Le ministre a défendu le contraire. "Il est faux de dire que les moyens budgétaires de l'agence diminuent. Si l'on prend la dotation et les recettes propres, les moyens de l'agence augmentent: 171 millions en 2015, 167 millions en 2016 et 176 millions en 2017. C'est incontestable", a-t-il indiqué.

"Les recettes propres en augmentation compensent la diminution de la dotation. Il est clair que l'audit va évaluer la nécessité de voir ou non le nombre de contrôleurs, augmenter aux niveaux national et local", a-t-il précisé.

Pour les résultats des audits sur le fonctionnement et les structures de l’Afsca et sa politique de contrôle, il faudra attendre cet été pour avoir les résultats. Suivront alors des réformes qui "soulageront les petits artisans et mettront la pression sur les industriels", a assuré Ducarme.

"L'Afsca est un outil à préserver et à développer", a-t-il précisé. Le ministre estime aussi que l'agence doit être plus proactive et se demande si "les infos contenues dans le procès-verbal initial n'auraient pas du être mieux exploitées par la DG contrôle et fournies aux unités locales de contrôles afin de mener en concertation avec les autorités judiciaires des contrôles approfondis chez Veviba".

Peu de contrôles chez Veviba en 2016 et 2017

Ducarme estime que l'Afsca "aurait dû adapter sa fréquence de contrôles sur l'entreprise Veviba après les faits révélés au Kosovo". En 2016 et 2017, l'atelier de découpe de Veviba a fait l'objet d'une fréquence de contrôles basses, soit un contrôle global et trois de suivi par an. Il existe pourtant un plan moyen (8 contrôles par an) et un plan élevé (16 contrôles par an).

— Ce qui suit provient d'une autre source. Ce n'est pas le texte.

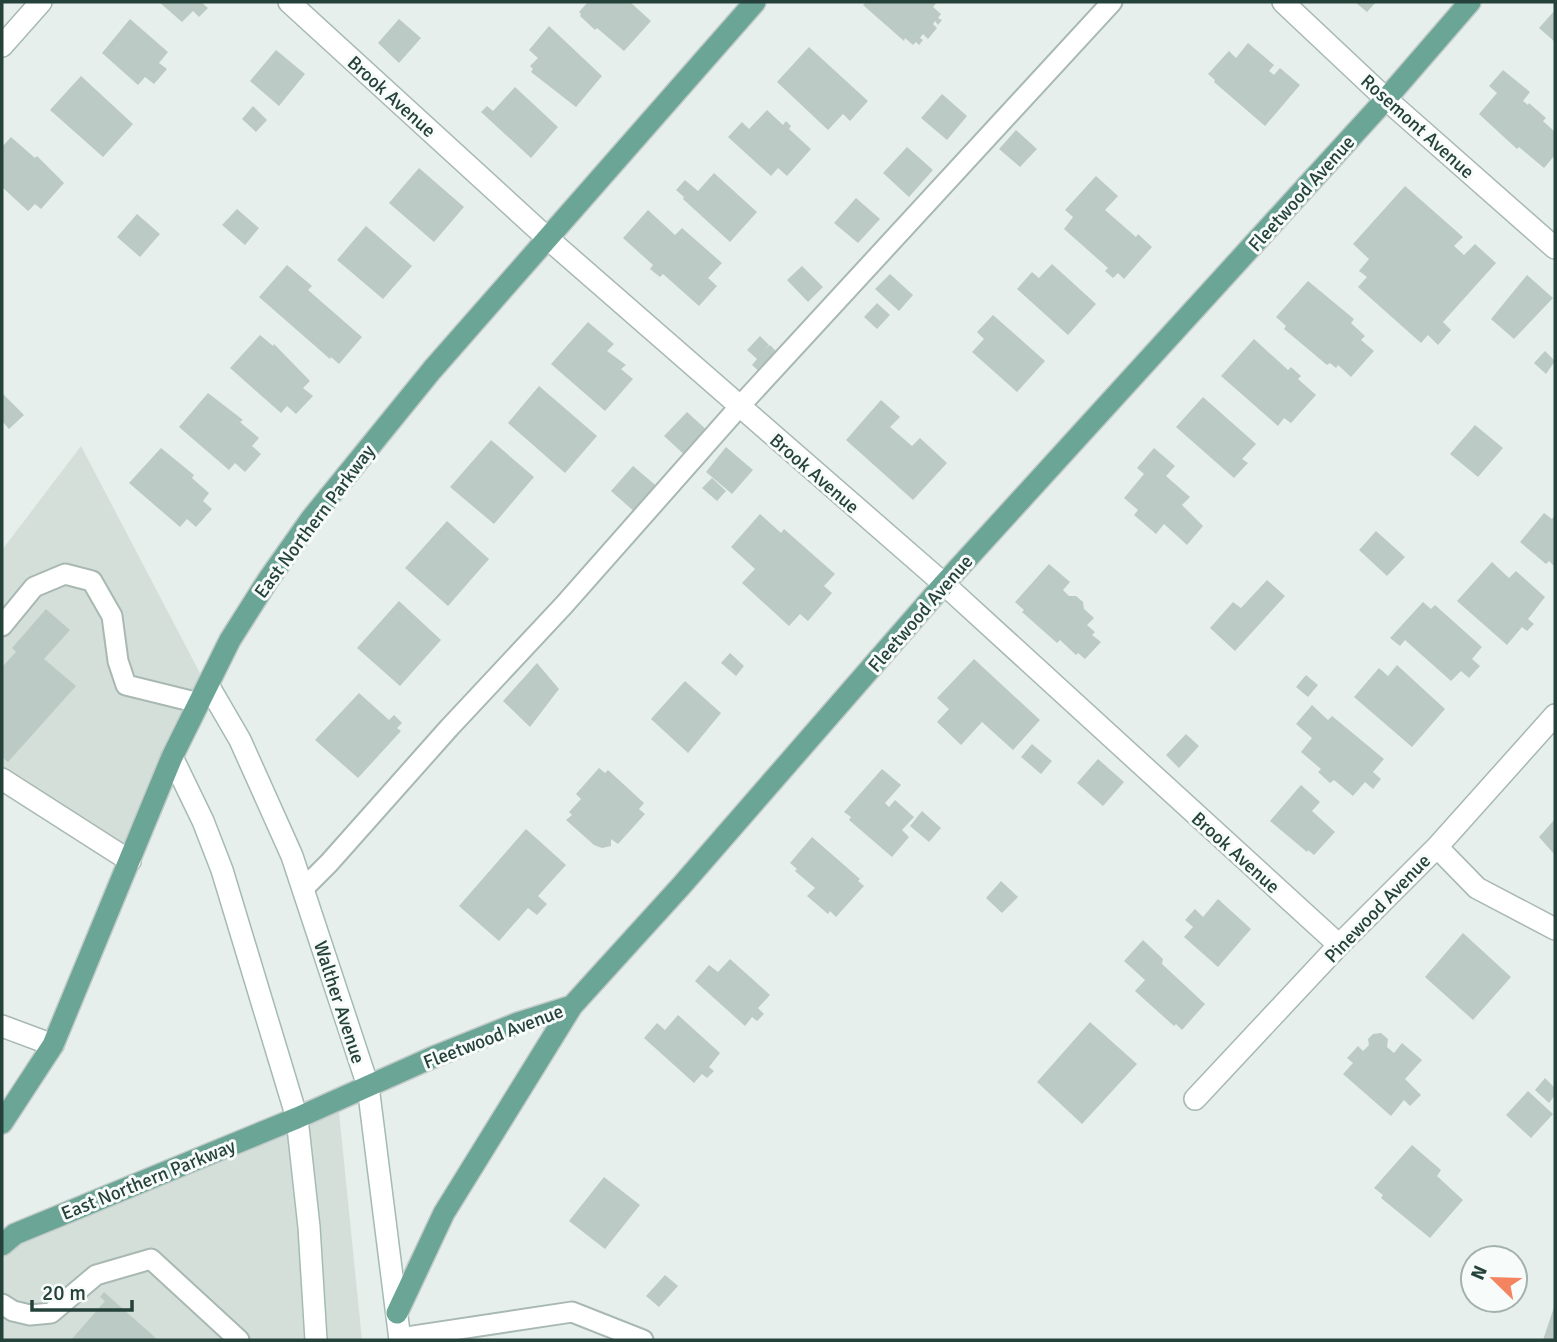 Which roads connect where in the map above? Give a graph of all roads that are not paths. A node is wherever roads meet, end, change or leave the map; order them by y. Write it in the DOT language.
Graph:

Le ministre de l'Agriculture s'est finalement interrogé sur l'absence d'interdiction d'export des produits incriminés par l'Afsca, et sur la force de l'Unité nationale d'enquête. "Pourquoi n'a-t-elle pas diligenté un contrôle approfondi. L'UNE est-elle assez armée?"

Une réunion aura lieu durant la semaine avec le ministre de la Justice Koen Geens, le collège de procureurs généraux et l'agence "afin de poser les bases d'une meilleure coopération entre autorités judiciaires et administratives". "Il faut que ce soit clair: il n'y a pas eu de laxisme ou de choses laissées au hasard", a déclaré l'administrateur délégué de l'Afsca, Herman Diricks, qui se dit prêt à coopérer aux audits: "L'amélioration continue est notre leitmotiv. Notre objectif est de lutter contre la fraude avec tous les services."